__MATERIAL FOR THIS EXERCISE__
────────

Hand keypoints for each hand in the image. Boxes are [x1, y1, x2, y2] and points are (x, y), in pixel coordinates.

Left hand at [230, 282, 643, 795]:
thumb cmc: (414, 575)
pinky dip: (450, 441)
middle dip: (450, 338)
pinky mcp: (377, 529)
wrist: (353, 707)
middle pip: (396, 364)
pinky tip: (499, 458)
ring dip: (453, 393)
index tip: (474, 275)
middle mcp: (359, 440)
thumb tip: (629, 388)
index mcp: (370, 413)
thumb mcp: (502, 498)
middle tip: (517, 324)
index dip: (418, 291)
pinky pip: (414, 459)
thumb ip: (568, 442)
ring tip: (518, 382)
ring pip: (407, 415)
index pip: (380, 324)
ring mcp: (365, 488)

────────

__TASK OBJECTIVE__
Begin with the line that contains "middle tip: (517, 324)" and quote each line after it exactly, stopping after the last line of the data.

__FINISHED TASK__
middle tip: (517, 324)
index dip: (418, 291)
pinky pip: (414, 459)
thumb ip: (568, 442)
ring tip: (518, 382)
ring pip: (407, 415)
index pip: (380, 324)
ring mcp: (365, 488)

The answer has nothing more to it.